Ile ma 95KM benzyna?
W trasie jak najbardziej.
- - - Updated - - -
Przy 140km/h mam 2500 obr/min.
Ile ma 95KM benzyna?
Nie pamiętam jakie są obroty przy poszczególnych prędkościach, ale przy 140km/h to będzie bez różnicy czy Diesel czy benzyna, bo przy wygłuszeniu w MiTo i tak będzie głośno i to nie za sprawą rodzaju silnika
Jakby nie patrzeć MiTo na dalekie wypady autostradowe w porównaniu do chociażby 159, jednak męczy nieco hałasem.
A jeszcze w kwestii oprawek w kolorze nadwozia. Podczas poszukiwań znalazłem 4 egzemplarze z takimi oprawkami, więc raczej była to stosowana praktyka.
FXX masz rację ze 159, ale Koleżanka pyta się o Mito 1,6 diesel i 95KM benzynę. Jeździ 40km, także autostradą. Dlatego sprawny diesel będzie lepszy.
Toteż napisałem - na autostradzie to imho będzie bez różnicy czy to Diesel czy benzyna. Przy 140km/h benzyniaka w MiTo na VI biegu nie słychać, ale i tak cicho nie jest.

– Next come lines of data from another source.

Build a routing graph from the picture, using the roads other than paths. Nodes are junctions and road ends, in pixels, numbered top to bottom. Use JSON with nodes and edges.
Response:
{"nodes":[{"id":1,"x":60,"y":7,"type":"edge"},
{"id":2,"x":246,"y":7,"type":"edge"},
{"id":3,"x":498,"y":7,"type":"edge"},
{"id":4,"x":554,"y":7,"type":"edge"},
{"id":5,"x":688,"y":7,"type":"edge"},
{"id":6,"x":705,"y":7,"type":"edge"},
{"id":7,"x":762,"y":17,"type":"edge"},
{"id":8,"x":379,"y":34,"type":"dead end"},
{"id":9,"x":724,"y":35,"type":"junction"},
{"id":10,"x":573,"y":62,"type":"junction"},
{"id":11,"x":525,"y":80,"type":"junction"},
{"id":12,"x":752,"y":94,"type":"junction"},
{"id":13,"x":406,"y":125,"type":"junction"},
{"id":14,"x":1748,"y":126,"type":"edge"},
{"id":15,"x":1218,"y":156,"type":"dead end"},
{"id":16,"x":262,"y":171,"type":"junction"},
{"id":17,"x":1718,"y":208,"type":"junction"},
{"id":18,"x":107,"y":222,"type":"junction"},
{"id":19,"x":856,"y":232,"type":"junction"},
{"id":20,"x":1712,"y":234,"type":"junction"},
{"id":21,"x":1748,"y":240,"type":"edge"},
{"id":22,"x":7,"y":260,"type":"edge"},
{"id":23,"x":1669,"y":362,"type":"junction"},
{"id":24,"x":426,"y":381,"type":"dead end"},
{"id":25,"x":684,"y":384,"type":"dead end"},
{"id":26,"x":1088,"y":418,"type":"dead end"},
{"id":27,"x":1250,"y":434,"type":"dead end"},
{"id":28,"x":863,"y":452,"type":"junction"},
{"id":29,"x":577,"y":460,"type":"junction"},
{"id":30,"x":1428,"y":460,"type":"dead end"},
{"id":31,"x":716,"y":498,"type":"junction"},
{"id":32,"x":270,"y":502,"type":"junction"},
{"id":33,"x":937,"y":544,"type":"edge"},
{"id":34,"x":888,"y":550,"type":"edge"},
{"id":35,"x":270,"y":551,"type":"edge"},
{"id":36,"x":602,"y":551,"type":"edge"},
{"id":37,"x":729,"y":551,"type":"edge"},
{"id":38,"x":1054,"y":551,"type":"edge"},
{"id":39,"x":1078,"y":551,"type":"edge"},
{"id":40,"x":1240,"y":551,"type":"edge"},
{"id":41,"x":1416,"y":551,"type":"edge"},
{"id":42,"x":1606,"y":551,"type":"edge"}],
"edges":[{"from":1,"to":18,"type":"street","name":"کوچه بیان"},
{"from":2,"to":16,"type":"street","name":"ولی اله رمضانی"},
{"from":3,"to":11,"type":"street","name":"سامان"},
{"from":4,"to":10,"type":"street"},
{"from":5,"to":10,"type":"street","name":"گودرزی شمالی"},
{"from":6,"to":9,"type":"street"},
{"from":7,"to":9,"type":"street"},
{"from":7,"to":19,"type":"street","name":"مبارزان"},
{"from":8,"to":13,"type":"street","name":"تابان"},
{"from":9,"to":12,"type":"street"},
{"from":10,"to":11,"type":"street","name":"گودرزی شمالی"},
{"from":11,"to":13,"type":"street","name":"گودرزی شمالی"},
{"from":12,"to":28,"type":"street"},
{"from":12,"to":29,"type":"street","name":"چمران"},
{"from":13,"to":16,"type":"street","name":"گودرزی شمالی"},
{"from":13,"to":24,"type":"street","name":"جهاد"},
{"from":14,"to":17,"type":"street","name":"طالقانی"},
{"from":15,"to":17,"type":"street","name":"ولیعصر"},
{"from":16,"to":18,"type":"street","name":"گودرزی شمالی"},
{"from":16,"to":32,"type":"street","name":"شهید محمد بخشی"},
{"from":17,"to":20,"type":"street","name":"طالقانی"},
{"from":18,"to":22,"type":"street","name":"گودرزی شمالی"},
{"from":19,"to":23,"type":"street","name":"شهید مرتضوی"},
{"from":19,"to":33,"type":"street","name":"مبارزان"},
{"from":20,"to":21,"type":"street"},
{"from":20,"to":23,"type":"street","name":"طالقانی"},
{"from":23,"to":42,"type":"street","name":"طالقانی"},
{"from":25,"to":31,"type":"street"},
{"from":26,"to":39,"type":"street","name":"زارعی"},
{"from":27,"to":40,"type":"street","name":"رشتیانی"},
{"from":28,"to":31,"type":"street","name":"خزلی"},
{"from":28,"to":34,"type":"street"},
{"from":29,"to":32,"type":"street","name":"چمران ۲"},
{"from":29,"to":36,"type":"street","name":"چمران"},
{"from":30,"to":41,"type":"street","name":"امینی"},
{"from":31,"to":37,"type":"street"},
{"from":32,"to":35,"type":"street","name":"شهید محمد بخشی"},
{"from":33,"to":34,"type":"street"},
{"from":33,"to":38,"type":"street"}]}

Dlatego bym się nie zastanawiał nad Dieslem, bo w takim cyklu - miasto + autostrada nie widzę jego zalet, poza większą mocą i momentem, jeśli porównujemy z wersją wolnossącą benzyniaka.
Po wrzuceniu LPG ekonomia na korzyść PB+LPG. W mieście wygodniejsza jest jednak jazda benzyniakiem niż Dieslem, z dość krótkimi pierwszymi przełożeniami. Do tego większa kultura pracy po stronie PB, szybsze nagrzewanie się silnika, a co za tym idzie i wnętrza samochodu. Brak takich elementów jak kosztowne wtryski, koło dwumasowe czy DPF, a i w przypadku benzyny łatwiej o egzemplarz z mniejszym przebiegiem.

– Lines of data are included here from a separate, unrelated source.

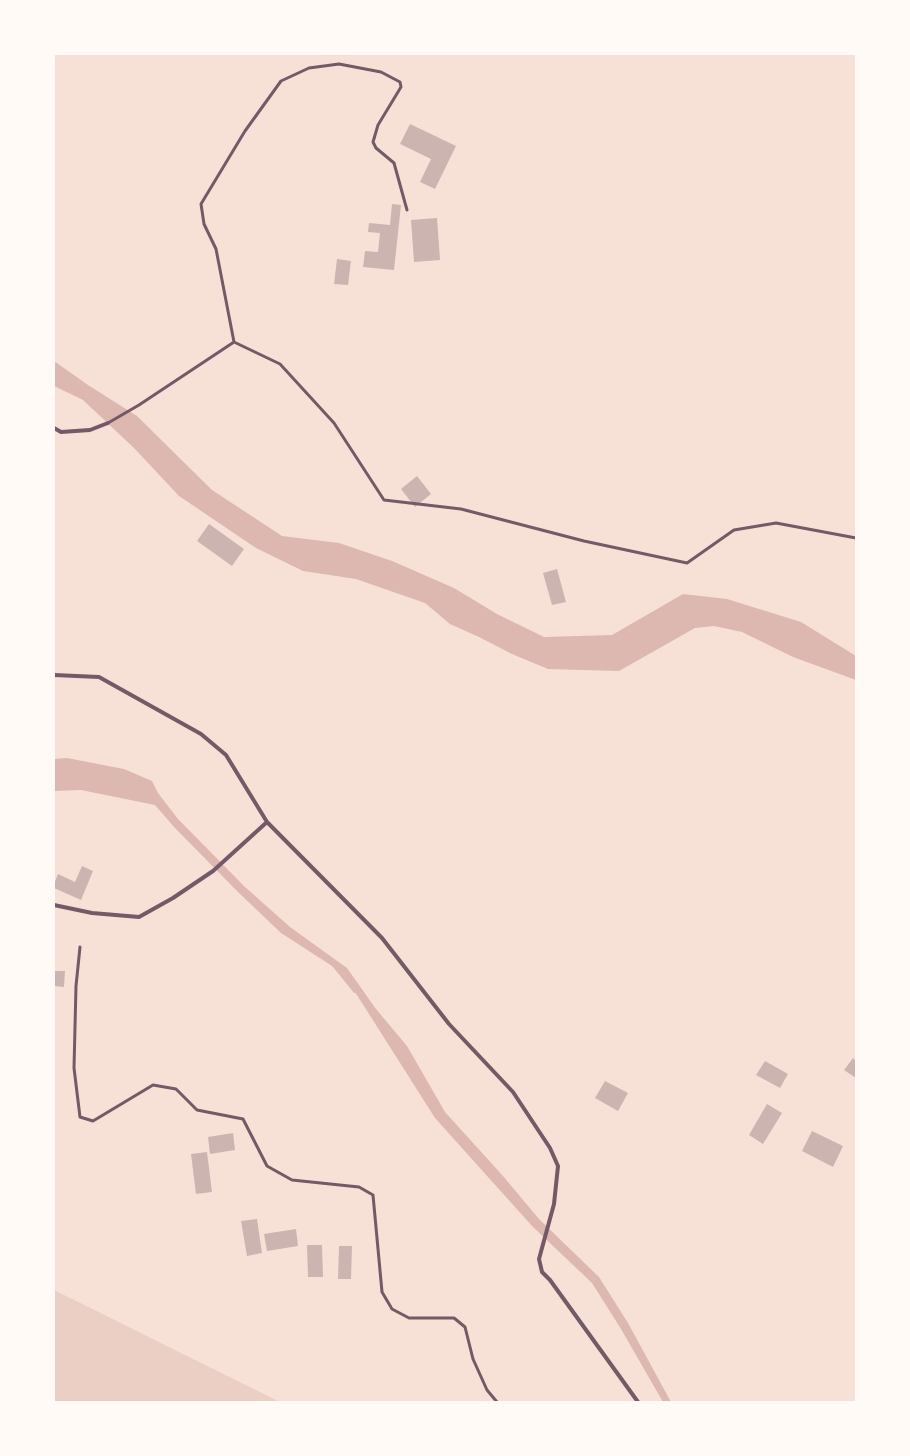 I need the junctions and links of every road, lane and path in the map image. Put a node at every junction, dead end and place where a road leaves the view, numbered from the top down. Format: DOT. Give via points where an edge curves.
graph roads {
  1 [pos="407,210"];
  2 [pos="234,342"];
  3 [pos="108,423"];
  4 [pos="54,428"];
  5 [pos="856,538"];
  6 [pos="54,675"];
  7 [pos="267,822"];
  8 [pos="54,906"];
  9 [pos="80,947"];
  10 [pos="497,1402"];
  11 [pos="638,1402"];
  1 -- 2 [label="lane" via="394,163 376,148 373,142 378,125 402,87 400,82 381,72 339,64 309,68 281,81 245,131 201,204 204,224 216,249"];
  2 -- 3 [label="lane"];
  2 -- 5 [label="lane" via="280,364 334,423 384,500 462,509 584,541 687,563 734,530 776,523"];
  3 -- 4 [label="street" via="90,430 61,432"];
  6 -- 7 [label="street" via="99,677 201,734 226,755"];
  7 -- 8 [label="street" via="213,871 173,898 138,917 92,914"];
  7 -- 11 [label="street" via="382,938 448,1024 513,1092 550,1148 558,1166 554,1204 539,1259 542,1272"];
  9 -- 10 [label="lane" via="76,986 74,1068 80,1117 93,1121 153,1085 176,1089 198,1110 243,1119 268,1166 292,1180 359,1187 373,1195 382,1292 392,1309 408,1318 454,1318 465,1327 484,1384"];
}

Z tych powodów to jednak benzyna będzie lepszym wyborem, zwłaszcza jeśli weźmiemy pod uwagę, większą ilość wariantów mocy - jeśli wersja 95KM okazałaby się dla koleżanki za wolna.
Nie wiem ile pali 95KM. Posiadam 1,4TB 140KM i mi po mieście pali 11,5l delikatnie wciskając gaz. To szczegół, gdyby nie to, że bak starcza na 350km. Gdybym założył gaz to musiałbym tankować co 200km. Nie dziękuję. Dieslem przejadę 600km, a w trasie 800km na jednym tankowaniu.
95 KM w trybie mieszanym poniżej 8 litrów, czyli gazu jakieś 8,5. Czyli tankowanie co 350 km. Nie ma tragedii. Jak się już podjedzie na stację, to jest przynajmniej okazja, żeby szyby przetrzeć.Przy utrzymującej się relacji ropy do benzyny na aktualnym poziomie, a chyba trzeba się będzie do tego przyzwyczaić, opłacalność diesla staje się mocno dyskusyjna, poza przypadkami robienia powyżej 50 tys. km rocznie i to w większym niż miejskie autku.